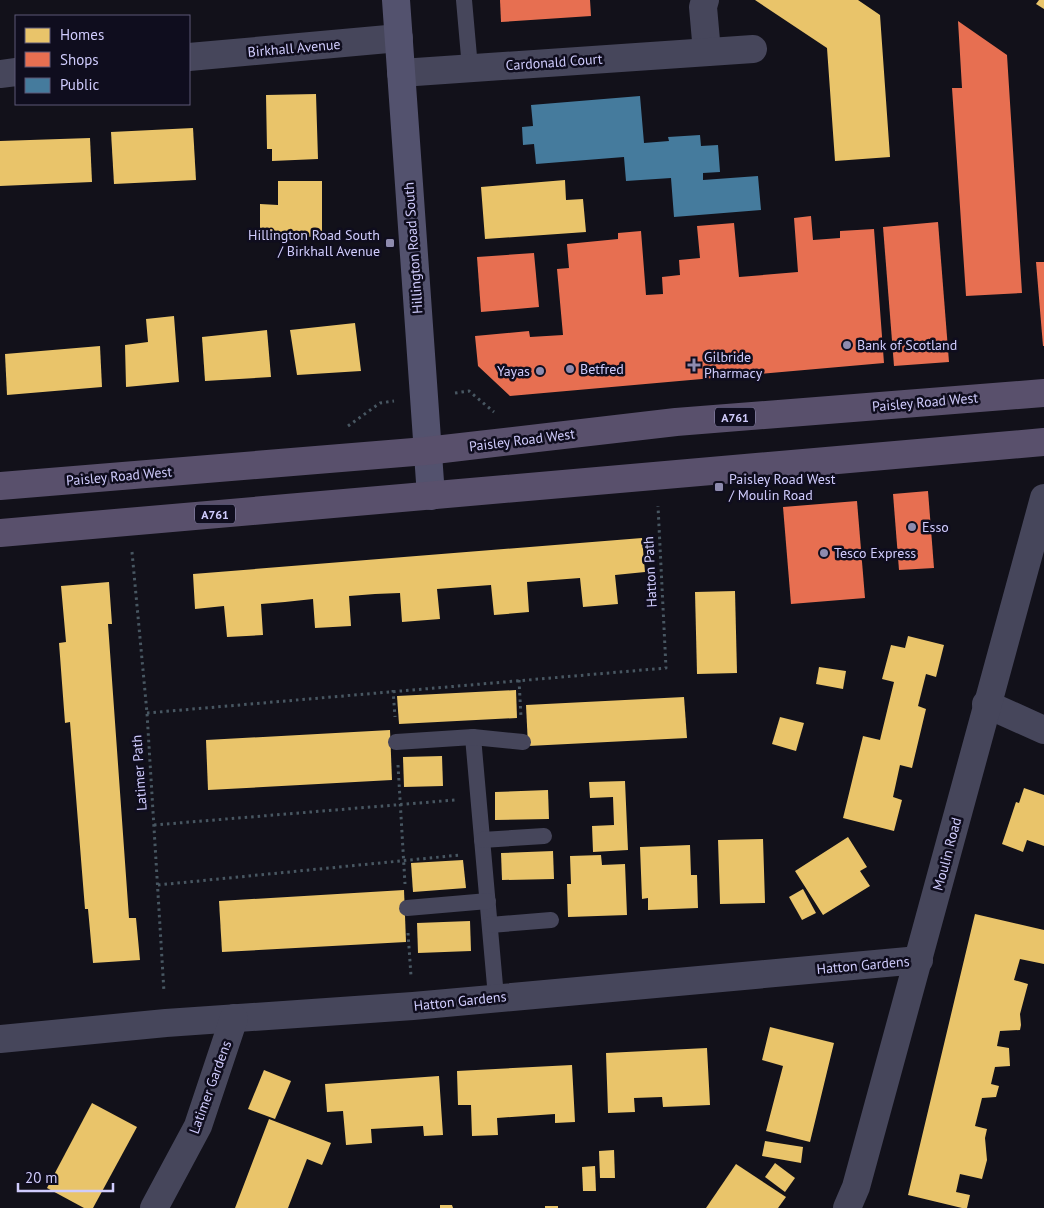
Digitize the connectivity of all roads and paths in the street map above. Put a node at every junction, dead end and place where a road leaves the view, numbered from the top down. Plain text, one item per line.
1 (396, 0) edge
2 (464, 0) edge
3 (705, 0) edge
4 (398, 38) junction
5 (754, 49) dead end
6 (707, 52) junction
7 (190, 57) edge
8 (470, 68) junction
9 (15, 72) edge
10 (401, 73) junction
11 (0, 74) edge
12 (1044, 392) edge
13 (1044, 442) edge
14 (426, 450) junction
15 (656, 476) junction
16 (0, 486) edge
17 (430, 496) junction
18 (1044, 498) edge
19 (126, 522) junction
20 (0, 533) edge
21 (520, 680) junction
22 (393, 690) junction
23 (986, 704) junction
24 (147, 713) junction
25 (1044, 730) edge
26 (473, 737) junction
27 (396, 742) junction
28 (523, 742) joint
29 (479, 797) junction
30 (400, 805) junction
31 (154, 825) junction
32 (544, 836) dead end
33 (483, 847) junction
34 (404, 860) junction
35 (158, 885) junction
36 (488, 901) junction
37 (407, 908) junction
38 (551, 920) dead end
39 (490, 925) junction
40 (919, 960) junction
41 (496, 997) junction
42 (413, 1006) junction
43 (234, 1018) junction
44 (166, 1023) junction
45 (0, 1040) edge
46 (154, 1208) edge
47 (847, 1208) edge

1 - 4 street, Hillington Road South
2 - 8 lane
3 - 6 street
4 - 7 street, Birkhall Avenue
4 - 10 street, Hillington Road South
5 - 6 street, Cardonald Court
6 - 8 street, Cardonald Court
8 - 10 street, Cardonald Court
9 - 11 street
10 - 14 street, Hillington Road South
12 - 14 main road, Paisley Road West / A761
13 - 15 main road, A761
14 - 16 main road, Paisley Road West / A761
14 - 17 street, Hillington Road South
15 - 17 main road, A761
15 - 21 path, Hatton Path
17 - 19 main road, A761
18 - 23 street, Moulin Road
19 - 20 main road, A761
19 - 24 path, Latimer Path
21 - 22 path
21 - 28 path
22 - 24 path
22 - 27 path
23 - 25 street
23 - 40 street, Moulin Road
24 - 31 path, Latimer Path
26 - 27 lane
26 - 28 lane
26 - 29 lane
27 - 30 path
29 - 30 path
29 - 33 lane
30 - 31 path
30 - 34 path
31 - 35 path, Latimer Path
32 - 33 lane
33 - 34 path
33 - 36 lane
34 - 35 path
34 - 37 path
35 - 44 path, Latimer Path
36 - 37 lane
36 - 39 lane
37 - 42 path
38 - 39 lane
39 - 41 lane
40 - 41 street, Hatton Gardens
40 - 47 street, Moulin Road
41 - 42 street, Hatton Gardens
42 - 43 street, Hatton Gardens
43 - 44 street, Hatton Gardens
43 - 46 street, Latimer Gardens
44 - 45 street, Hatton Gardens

Your objective:
Repeat every entry exactly. Do not include the pictures.

Reply:
Digitize the connectivity of all roads and paths in the street map above. Put a node at every junction, dead end and place where a road leaves the view, numbered from the top down. Plain text, one item per line.
1 (396, 0) edge
2 (464, 0) edge
3 (705, 0) edge
4 (398, 38) junction
5 (754, 49) dead end
6 (707, 52) junction
7 (190, 57) edge
8 (470, 68) junction
9 (15, 72) edge
10 (401, 73) junction
11 (0, 74) edge
12 (1044, 392) edge
13 (1044, 442) edge
14 (426, 450) junction
15 (656, 476) junction
16 (0, 486) edge
17 (430, 496) junction
18 (1044, 498) edge
19 (126, 522) junction
20 (0, 533) edge
21 (520, 680) junction
22 (393, 690) junction
23 (986, 704) junction
24 (147, 713) junction
25 (1044, 730) edge
26 (473, 737) junction
27 (396, 742) junction
28 (523, 742) joint
29 (479, 797) junction
30 (400, 805) junction
31 (154, 825) junction
32 (544, 836) dead end
33 (483, 847) junction
34 (404, 860) junction
35 (158, 885) junction
36 (488, 901) junction
37 (407, 908) junction
38 (551, 920) dead end
39 (490, 925) junction
40 (919, 960) junction
41 (496, 997) junction
42 (413, 1006) junction
43 (234, 1018) junction
44 (166, 1023) junction
45 (0, 1040) edge
46 (154, 1208) edge
47 (847, 1208) edge

1 - 4 street, Hillington Road South
2 - 8 lane
3 - 6 street
4 - 7 street, Birkhall Avenue
4 - 10 street, Hillington Road South
5 - 6 street, Cardonald Court
6 - 8 street, Cardonald Court
8 - 10 street, Cardonald Court
9 - 11 street
10 - 14 street, Hillington Road South
12 - 14 main road, Paisley Road West / A761
13 - 15 main road, A761
14 - 16 main road, Paisley Road West / A761
14 - 17 street, Hillington Road South
15 - 17 main road, A761
15 - 21 path, Hatton Path
17 - 19 main road, A761
18 - 23 street, Moulin Road
19 - 20 main road, A761
19 - 24 path, Latimer Path
21 - 22 path
21 - 28 path
22 - 24 path
22 - 27 path
23 - 25 street
23 - 40 street, Moulin Road
24 - 31 path, Latimer Path
26 - 27 lane
26 - 28 lane
26 - 29 lane
27 - 30 path
29 - 30 path
29 - 33 lane
30 - 31 path
30 - 34 path
31 - 35 path, Latimer Path
32 - 33 lane
33 - 34 path
33 - 36 lane
34 - 35 path
34 - 37 path
35 - 44 path, Latimer Path
36 - 37 lane
36 - 39 lane
37 - 42 path
38 - 39 lane
39 - 41 lane
40 - 41 street, Hatton Gardens
40 - 47 street, Moulin Road
41 - 42 street, Hatton Gardens
42 - 43 street, Hatton Gardens
43 - 44 street, Hatton Gardens
43 - 46 street, Latimer Gardens
44 - 45 street, Hatton Gardens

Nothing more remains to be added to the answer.